Below are records; reply with nothing but the number of lines in them that contain "main".

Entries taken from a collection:
* * *

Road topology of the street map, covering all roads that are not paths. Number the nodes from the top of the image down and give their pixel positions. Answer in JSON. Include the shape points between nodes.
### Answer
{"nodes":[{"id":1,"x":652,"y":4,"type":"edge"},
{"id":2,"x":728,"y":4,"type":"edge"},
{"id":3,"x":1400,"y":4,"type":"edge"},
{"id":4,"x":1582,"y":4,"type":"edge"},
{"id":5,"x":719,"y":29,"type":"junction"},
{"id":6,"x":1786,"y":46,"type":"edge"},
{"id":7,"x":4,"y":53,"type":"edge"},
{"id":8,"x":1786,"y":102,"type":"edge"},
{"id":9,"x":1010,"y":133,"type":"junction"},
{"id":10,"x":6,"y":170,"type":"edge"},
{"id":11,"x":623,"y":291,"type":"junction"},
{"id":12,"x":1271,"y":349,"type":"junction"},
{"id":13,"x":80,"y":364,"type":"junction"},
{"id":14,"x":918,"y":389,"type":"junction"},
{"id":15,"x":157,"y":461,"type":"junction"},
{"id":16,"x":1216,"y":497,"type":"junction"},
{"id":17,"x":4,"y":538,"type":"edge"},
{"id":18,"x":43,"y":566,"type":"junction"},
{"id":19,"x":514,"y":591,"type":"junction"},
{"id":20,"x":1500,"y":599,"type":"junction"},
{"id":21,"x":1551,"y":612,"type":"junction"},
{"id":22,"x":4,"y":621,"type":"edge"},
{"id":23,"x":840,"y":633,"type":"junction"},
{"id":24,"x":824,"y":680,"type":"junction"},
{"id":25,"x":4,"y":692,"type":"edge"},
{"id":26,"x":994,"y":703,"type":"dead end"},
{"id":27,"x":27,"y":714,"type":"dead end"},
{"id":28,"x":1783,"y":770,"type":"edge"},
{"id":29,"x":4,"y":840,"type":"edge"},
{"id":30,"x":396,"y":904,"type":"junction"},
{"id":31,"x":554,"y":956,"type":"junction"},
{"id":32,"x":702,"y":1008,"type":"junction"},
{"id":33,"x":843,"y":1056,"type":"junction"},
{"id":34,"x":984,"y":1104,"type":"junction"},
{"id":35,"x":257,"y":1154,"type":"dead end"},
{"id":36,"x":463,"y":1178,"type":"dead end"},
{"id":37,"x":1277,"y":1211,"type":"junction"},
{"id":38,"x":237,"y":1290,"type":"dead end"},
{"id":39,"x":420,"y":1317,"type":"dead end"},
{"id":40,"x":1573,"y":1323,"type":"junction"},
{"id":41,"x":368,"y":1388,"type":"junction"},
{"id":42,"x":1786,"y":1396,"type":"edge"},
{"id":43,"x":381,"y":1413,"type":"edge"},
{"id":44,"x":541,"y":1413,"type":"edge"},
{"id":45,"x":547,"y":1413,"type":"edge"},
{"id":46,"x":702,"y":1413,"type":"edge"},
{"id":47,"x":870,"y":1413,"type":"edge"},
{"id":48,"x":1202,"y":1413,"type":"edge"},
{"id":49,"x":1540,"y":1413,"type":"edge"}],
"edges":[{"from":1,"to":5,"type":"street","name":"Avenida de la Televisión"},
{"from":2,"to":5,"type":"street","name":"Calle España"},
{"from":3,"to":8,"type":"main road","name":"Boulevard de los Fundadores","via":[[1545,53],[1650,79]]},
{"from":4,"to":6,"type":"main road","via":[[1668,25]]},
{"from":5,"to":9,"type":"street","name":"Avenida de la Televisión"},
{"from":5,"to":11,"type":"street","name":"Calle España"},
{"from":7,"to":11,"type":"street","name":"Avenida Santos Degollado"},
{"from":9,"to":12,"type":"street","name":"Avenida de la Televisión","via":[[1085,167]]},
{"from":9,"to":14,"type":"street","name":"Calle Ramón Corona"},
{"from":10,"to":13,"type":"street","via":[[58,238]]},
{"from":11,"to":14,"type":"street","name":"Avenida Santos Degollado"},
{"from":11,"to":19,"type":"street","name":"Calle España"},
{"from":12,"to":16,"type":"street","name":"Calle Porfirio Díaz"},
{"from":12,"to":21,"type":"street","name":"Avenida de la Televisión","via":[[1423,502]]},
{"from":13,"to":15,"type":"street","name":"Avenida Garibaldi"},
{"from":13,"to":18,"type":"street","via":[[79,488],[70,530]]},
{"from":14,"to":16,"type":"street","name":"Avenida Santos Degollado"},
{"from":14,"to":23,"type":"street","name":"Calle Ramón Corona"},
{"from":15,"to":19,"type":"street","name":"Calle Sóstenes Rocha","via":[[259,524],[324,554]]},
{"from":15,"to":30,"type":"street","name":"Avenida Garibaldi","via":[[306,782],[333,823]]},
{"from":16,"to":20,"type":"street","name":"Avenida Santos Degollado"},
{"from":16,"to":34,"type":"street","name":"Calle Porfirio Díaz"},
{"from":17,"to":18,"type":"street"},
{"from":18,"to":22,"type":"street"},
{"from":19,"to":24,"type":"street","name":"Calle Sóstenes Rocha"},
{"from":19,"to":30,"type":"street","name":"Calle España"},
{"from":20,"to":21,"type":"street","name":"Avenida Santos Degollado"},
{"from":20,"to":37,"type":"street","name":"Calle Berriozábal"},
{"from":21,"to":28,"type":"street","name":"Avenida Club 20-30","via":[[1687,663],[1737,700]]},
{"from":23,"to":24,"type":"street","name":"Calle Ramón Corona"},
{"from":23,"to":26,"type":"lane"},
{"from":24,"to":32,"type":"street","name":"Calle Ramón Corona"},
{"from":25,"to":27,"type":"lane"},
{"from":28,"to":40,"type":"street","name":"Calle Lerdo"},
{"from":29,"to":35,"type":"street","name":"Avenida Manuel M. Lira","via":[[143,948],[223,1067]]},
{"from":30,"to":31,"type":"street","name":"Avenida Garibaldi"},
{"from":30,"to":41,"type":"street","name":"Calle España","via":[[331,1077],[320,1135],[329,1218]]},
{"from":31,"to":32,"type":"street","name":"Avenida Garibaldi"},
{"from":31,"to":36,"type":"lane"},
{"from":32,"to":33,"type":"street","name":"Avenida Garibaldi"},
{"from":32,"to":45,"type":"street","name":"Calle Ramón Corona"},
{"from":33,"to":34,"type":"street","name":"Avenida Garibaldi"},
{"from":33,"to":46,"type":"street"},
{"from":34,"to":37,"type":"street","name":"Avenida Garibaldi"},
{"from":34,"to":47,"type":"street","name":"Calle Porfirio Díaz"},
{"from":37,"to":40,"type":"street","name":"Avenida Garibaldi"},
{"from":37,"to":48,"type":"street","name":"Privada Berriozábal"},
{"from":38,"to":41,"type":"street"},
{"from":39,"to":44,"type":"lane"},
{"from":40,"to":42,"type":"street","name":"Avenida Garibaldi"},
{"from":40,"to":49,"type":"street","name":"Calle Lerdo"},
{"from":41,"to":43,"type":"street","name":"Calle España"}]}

* * *

ANSWER TO THIS PROBLEM:
2